● **Task goal**
Please copy each line in the records below that contains the string "lane".

━━ Data supplied ━━

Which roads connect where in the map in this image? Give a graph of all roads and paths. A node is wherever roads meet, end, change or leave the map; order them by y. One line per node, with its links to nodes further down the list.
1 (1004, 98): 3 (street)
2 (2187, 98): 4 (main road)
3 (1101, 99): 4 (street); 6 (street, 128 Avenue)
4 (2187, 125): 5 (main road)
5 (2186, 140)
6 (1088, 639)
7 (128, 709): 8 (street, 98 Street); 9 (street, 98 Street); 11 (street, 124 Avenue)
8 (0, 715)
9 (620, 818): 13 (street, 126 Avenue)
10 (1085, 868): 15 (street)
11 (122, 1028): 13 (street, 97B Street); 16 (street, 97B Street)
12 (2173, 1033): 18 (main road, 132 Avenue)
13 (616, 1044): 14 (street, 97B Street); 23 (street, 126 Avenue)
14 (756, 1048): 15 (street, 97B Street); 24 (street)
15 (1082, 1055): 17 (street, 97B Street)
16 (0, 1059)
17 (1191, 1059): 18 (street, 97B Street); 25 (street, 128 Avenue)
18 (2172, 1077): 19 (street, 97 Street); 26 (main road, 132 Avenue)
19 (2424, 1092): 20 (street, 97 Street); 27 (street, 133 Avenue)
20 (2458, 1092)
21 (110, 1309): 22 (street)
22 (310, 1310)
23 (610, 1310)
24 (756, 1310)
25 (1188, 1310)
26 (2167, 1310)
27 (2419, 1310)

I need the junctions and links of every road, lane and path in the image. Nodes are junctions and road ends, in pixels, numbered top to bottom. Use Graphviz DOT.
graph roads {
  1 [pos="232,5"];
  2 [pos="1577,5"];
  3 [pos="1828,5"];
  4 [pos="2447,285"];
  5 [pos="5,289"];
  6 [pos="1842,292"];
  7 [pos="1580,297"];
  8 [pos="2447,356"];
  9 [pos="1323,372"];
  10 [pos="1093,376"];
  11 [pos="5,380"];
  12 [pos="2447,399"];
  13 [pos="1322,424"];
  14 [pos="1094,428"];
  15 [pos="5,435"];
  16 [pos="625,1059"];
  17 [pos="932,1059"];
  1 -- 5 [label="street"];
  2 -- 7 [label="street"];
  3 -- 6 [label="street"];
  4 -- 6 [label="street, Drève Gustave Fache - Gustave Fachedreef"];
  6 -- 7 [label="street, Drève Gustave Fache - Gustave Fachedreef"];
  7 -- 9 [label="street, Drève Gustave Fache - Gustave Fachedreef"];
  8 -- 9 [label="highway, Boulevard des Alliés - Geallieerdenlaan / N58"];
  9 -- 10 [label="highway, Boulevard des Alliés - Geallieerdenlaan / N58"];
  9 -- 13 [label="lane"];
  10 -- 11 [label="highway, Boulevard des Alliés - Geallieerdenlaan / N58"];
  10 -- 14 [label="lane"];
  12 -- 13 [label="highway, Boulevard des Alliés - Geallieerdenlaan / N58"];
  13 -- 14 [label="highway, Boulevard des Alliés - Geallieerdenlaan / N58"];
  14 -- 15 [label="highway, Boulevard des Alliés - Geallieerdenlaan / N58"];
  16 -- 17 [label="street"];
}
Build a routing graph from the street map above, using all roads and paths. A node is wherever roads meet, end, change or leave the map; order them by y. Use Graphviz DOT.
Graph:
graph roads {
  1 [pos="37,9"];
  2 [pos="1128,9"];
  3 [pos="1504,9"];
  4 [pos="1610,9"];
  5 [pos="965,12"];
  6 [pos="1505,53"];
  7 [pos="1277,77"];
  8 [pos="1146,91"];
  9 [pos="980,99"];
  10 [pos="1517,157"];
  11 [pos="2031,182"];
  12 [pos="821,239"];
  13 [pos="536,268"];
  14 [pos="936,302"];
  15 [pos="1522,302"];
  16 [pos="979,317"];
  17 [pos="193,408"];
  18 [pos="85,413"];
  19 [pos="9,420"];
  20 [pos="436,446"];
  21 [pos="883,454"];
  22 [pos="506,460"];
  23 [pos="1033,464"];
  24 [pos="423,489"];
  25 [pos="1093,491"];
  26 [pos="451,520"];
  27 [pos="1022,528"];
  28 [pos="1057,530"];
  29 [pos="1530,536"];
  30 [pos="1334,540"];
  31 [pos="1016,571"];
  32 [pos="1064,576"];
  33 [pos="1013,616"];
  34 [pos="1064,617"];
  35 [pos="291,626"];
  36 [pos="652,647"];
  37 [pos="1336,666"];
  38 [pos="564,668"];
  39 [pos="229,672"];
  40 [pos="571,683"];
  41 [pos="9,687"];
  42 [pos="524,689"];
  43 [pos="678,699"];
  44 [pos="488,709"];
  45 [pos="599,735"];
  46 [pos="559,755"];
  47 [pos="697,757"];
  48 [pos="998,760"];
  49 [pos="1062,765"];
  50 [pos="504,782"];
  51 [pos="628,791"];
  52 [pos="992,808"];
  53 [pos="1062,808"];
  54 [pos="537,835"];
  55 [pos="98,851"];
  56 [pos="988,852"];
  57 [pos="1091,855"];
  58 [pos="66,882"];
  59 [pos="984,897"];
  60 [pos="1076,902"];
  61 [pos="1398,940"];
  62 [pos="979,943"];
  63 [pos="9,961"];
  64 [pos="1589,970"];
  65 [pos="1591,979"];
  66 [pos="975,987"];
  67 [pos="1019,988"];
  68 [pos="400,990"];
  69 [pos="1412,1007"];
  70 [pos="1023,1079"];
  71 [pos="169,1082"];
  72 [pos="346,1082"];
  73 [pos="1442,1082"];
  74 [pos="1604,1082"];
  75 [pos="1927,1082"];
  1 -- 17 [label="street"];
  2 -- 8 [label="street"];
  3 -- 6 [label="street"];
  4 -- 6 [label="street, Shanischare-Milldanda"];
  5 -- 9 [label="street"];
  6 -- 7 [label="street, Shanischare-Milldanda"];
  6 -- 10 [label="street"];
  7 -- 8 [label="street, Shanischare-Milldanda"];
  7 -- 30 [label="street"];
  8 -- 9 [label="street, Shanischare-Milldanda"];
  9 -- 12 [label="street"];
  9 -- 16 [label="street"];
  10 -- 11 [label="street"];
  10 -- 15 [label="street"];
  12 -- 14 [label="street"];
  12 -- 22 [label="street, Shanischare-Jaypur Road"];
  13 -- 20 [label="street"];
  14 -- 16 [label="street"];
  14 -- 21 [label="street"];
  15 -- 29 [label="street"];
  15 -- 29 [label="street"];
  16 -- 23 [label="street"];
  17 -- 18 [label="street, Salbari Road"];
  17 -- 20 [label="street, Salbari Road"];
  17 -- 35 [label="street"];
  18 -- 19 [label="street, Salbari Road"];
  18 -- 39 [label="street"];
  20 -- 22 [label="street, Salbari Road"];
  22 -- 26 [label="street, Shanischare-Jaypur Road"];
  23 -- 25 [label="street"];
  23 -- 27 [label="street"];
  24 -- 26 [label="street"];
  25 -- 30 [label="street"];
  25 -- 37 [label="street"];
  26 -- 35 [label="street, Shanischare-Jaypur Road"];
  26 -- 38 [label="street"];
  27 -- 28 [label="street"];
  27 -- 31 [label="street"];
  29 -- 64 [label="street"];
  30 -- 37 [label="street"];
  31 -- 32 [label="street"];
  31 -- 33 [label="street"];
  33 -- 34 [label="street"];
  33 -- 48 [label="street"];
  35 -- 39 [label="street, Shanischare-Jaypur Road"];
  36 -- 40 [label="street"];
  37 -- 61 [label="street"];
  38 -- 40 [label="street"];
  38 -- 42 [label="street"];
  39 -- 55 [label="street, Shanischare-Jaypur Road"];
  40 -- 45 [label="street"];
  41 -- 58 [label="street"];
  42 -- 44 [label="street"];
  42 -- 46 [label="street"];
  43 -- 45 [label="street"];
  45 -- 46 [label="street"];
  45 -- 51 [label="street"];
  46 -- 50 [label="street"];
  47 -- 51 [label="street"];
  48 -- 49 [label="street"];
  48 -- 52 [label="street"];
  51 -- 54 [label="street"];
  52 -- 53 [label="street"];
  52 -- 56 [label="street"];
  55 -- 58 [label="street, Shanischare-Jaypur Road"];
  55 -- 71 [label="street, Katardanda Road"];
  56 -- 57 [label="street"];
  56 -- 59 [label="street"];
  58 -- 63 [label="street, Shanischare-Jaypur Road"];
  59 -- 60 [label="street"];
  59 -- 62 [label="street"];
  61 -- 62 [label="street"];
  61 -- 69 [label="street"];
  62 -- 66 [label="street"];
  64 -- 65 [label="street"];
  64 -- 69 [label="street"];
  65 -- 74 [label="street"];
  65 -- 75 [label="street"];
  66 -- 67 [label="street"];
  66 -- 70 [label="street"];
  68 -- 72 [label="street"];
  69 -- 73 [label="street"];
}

━━━

● **Answer space**
I need the junctions and links of every road, lane and path in the image. Nodes are junctions and road ends, in pixels, numbered top to bottom. Use Graphviz DOT.
  9 -- 13 [label="lane"];
  10 -- 14 [label="lane"];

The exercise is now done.